A day later, the boss comes in with great enthusiasm: quickly, do something on the spoilers all over the net. That entails reading them, I realise. Oh no. Now — two days before the release — I’m armed with all kinds of Harry information — true or otherwise. So what should I do? It’s only fair to ruin everyone else’s fun. I call a few friends who I know will definitely not want to hear this. Many phones are slammed down on me. Yes, I know. I’m going straight to hell.

So I figure, I’ll read the Half Blood Prince again, soak it all in, then get to the last one. I’ll make a weekend out of it. This plan sounds good, calm, bordering on boring. I should have known my tryst with Harry was not done yet.

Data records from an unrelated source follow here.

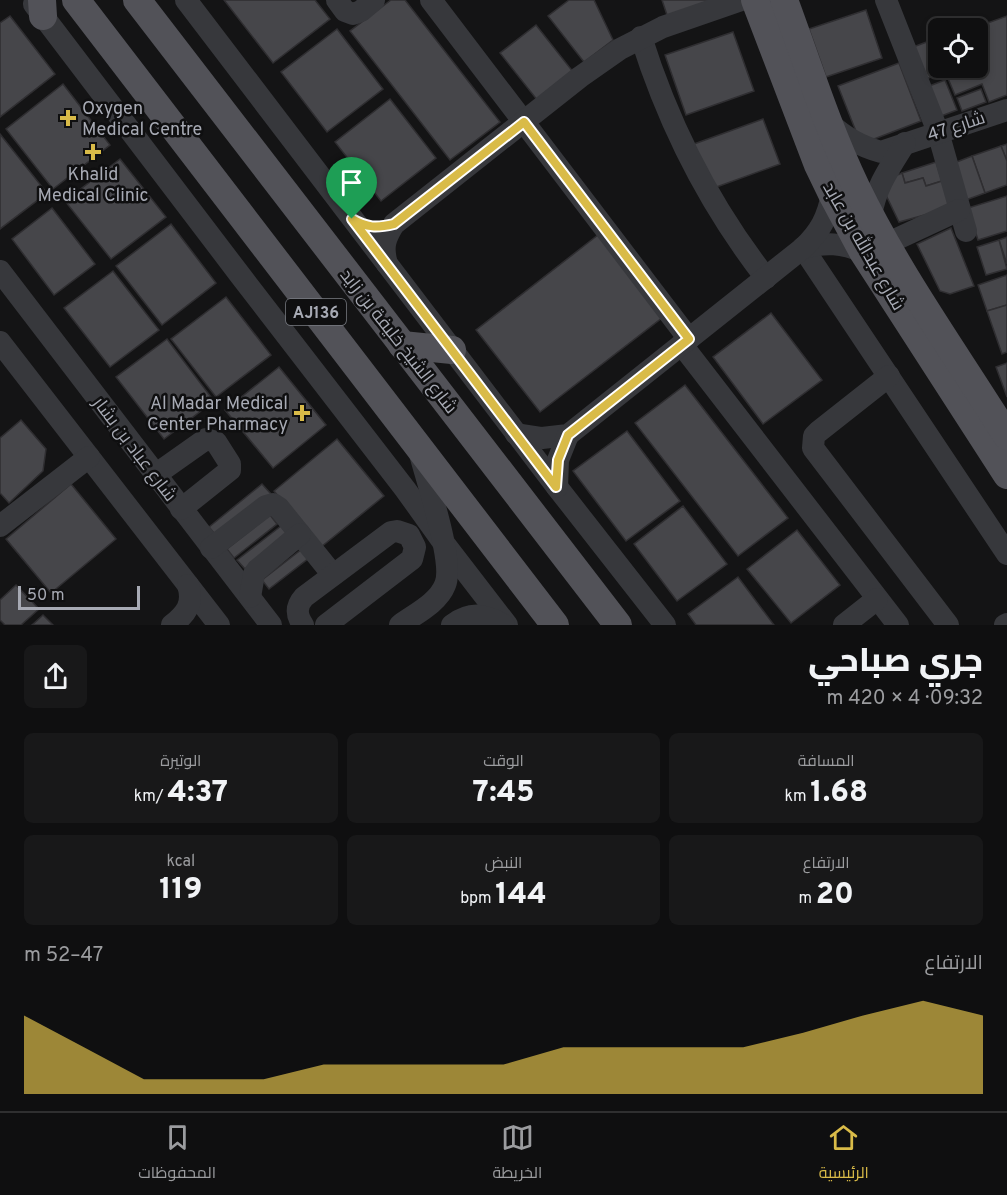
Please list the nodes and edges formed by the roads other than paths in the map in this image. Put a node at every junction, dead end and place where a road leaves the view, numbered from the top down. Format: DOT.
graph roads {
  1 [pos="76,0"];
  2 [pos="136,0"];
  3 [pos="164,0"];
  4 [pos="186,0"];
  5 [pos="337,0"];
  6 [pos="374,0"];
  7 [pos="431,0"];
  8 [pos="741,0"];
  9 [pos="755,0"];
  10 [pos="784,0"];
  11 [pos="886,0"];
  12 [pos="39,5"];
  13 [pos="162,33"];
  14 [pos="641,37"];
  15 [pos="1007,110"];
  16 [pos="524,122"];
  17 [pos="829,122"];
  18 [pos="938,132"];
  19 [pos="905,143"];
  20 [pos="832,194"];
  21 [pos="871,216"];
  22 [pos="352,219"];
  23 [pos="394,224"];
  24 [pos="803,248"];
  25 [pos="875,248"];
  26 [pos="387,264"];
  27 [pos="0,271"];
  28 [pos="766,278"];
  29 [pos="685,342"];
  30 [pos="402,345"];
  31 [pos="452,350"];
  32 [pos="3,354"];
  33 [pos="889,376"];
  34 [pos="516,434"];
  35 [pos="568,435"];
  36 [pos="1007,436"];
  37 [pos="419,447"];
  38 [pos="89,457"];
  39 [pos="155,475"];
  40 [pos="1007,475"];
  41 [pos="556,487"];
  42 [pos="181,509"];
  43 [pos="0,526"];
  44 [pos="300,534"];
  45 [pos="443,542"];
  46 [pos="211,548"];
  47 [pos="1007,554"];
  48 [pos="333,575"];
  49 [pos="188,585"];
  50 [pos="250,597"];
  51 [pos="877,599"];
  52 [pos="176,622"];
  53 [pos="216,622"];
  54 [pos="271,625"];
  55 [pos="303,625"];
  56 [pos="326,625"];
  57 [pos="400,625"];
  58 [pos="452,625"];
  59 [pos="506,625"];
  60 [pos="555,625"];
  61 [pos="618,625"];
  62 [pos="665,625"];
  63 [pos="844,625"];
  64 [pos="898,625"];
  65 [pos="948,625"];
  1 -- 37 [label="main road, AJ136"];
  2 -- 13 [label="main road, شارع الشيخ خليفة بن زايد / AJ136"];
  3 -- 13 [label="main road"];
  4 -- 22 [label="street"];
  5 -- 6 [label="street"];
  7 -- 16 [label="street"];
  8 -- 14 [label="street"];
  9 -- 20 [label="main road, شارع عبدالله بن عابد"];
  10 -- 17 [label="main road, شارع عبدالله بن عابد"];
  11 -- 18 [label="street"];
  12 -- 45 [label="street"];
  13 -- 30 [label="main road, شارع الشيخ خليفة بن زايد / AJ136"];
  14 -- 16 [label="street"];
  14 -- 28 [label="street"];
  15 -- 18 [label="street, شارع 47"];
  16 -- 23 [label="street"];
  16 -- 29 [label="street"];
  17 -- 19 [label="street, شارع 47"];
  17 -- 21 [label="main road, شارع عبدالله بن عابد"];
  18 -- 19 [label="street, شارع 47"];
  18 -- 25 [label="street"];
  19 -- 21 [label="street, شارع 47"];
  20 -- 24 [label="street"];
  20 -- 25 [label="main road, شارع عبدالله بن عابد"];
  21 -- 25 [label="main road, شارع عبدالله بن عابد"];
  22 -- 23 [label="street"];
  22 -- 26 [label="street"];
  23 -- 26 [label="street"];
  24 -- 25 [label="street"];
  24 -- 28 [label="street"];
  24 -- 33 [label="street"];
  25 -- 36 [label="main road, شارع عبدالله بن عابد"];
  25 -- 40 [label="main road, شارع عبدالله بن عابد"];
  26 -- 31 [label="street"];
  27 -- 39 [label="street, شارع عباد بن بشار"];
  28 -- 29 [label="street"];
  29 -- 35 [label="street"];
  29 -- 51 [label="street"];
  30 -- 31 [label="main road"];
  30 -- 61 [label="main road, شارع الشيخ خليفة بن زايد / AJ136"];
  31 -- 34 [label="street"];
  32 -- 38 [label="street"];
  33 -- 47 [label="street"];
  33 -- 65 [label="street"];
  34 -- 35 [label="street"];
  34 -- 41 [label="street"];
  35 -- 41 [label="street"];
  37 -- 45 [label="street"];
  37 -- 60 [label="main road, AJ136"];
  38 -- 43 [label="street"];
  38 -- 49 [label="street"];
  39 -- 42 [label="street, شارع عباد بن بشار"];
  39 -- 42 [label="street"];
  41 -- 62 [label="street"];
  42 -- 46 [label="street, شارع عباد بن بشار"];
  44 -- 46 [label="street"];
  44 -- 48 [label="street"];
  44 -- 50 [label="street"];
  45 -- 57 [label="street"];
  45 -- 59 [label="street"];
  46 -- 50 [label="street, شارع عباد بن بشار"];
  48 -- 55 [label="street"];
  48 -- 56 [label="street"];
  49 -- 52 [label="street"];
  49 -- 53 [label="street"];
  50 -- 54 [label="street, شارع عباد بن بشار"];
  51 -- 63 [label="street"];
  51 -- 64 [label="street"];
  52 -- 53 [label="street"];
  58 -- 59 [label="street"];
}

Next day — phone rings. It’s someone from a publishing house in the US — one that I’d mentioned in my article — because it was rumoured one of their employees leaked the photocopied pages of Deathly Hallows. And they wanted me to help track down where that information came from. I bet they want to roast that employee (if he exists). To think I might have a part in that one!

Dammit Harry, I’m going to miss you.


Thursday, July 19, 2007

All things Harry II

And a little tribute to the series from me -- I just saw The Order of the Phoenix, and am loving how dark it has all become!

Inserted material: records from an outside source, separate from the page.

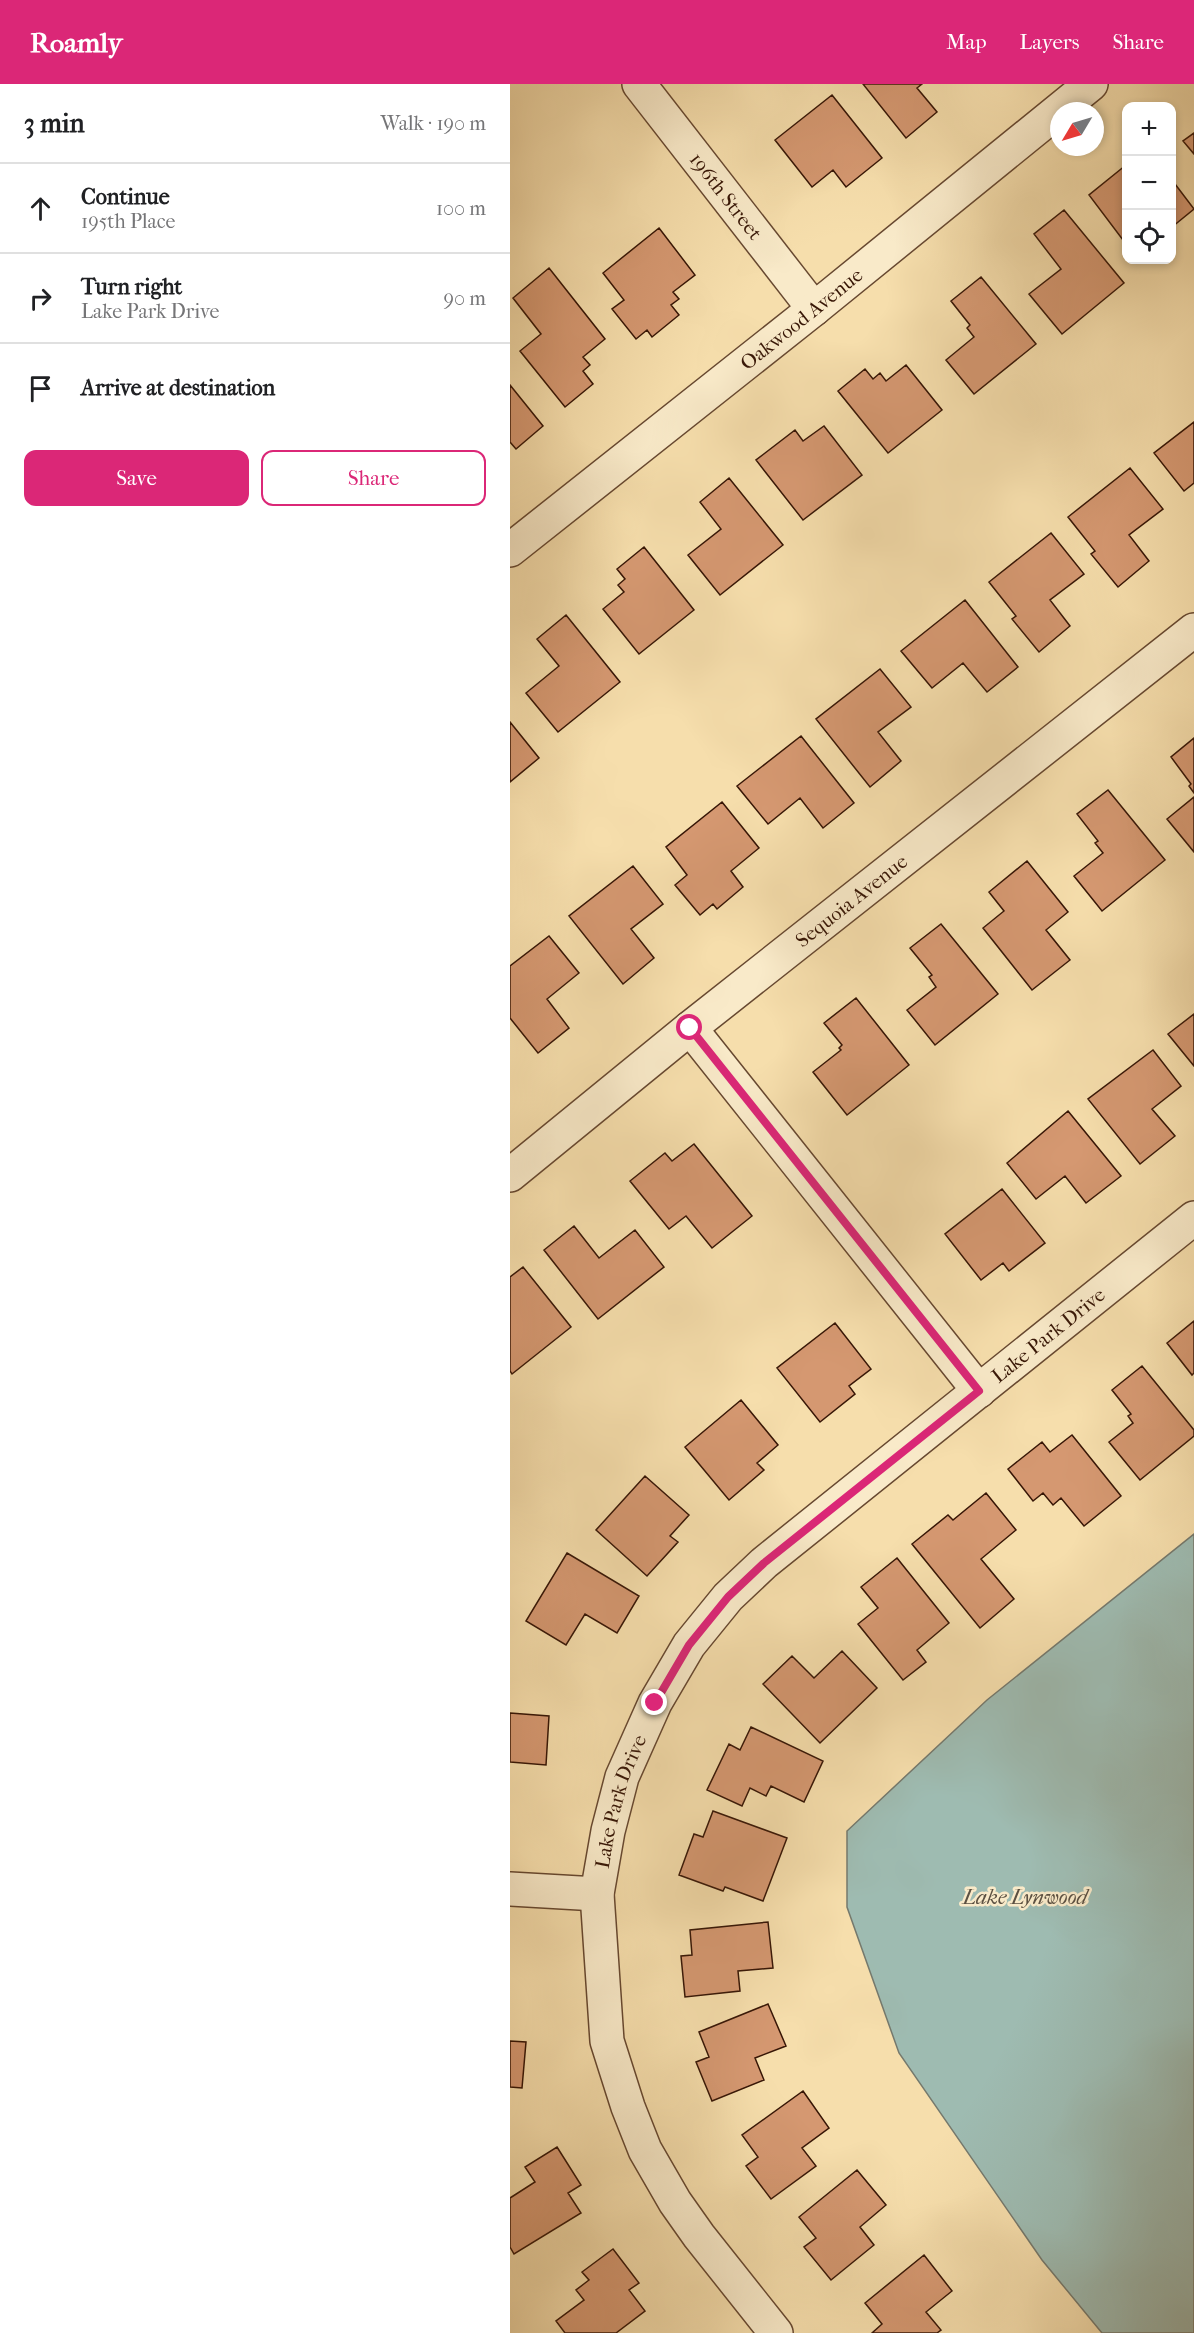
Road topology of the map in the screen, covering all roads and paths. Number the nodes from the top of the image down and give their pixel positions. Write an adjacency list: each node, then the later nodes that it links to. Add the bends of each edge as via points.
1 (639, 84): 3 (street, 196th Street)
2 (1091, 84): 3 (street, Oakwood Avenue)
3 (814, 309): 4 (street, Oakwood Avenue)
4 (510, 550)
5 (1194, 630): 6 (street, Sequoia Avenue)
6 (690, 1028): 7 (street, Sequoia Avenue); 9 (street)
7 (510, 1175)
8 (1194, 1218): 9 (street, Lake Park Drive)
9 (979, 1391): 11 (street, Lake Park Drive, via 764,1563 728,1597 689,1645 655,1703 622,1777)
10 (510, 1889): 11 (street)
11 (597, 1894): 12 (street, Lake Park Drive, via 607,2041 645,2150 699,2236)
12 (776, 2333)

It is difficult for a reader to not connect with the (quite literal) magical journey Harry and his friends have embarked upon. The eternal tug of war between order and chaos that we experience in real life is reflected in the political tension of the magical world that spills into the (ostensibly) orderly world of Hogwarts School of Witchcraft and Wizardry, where Harry lives for most of the year.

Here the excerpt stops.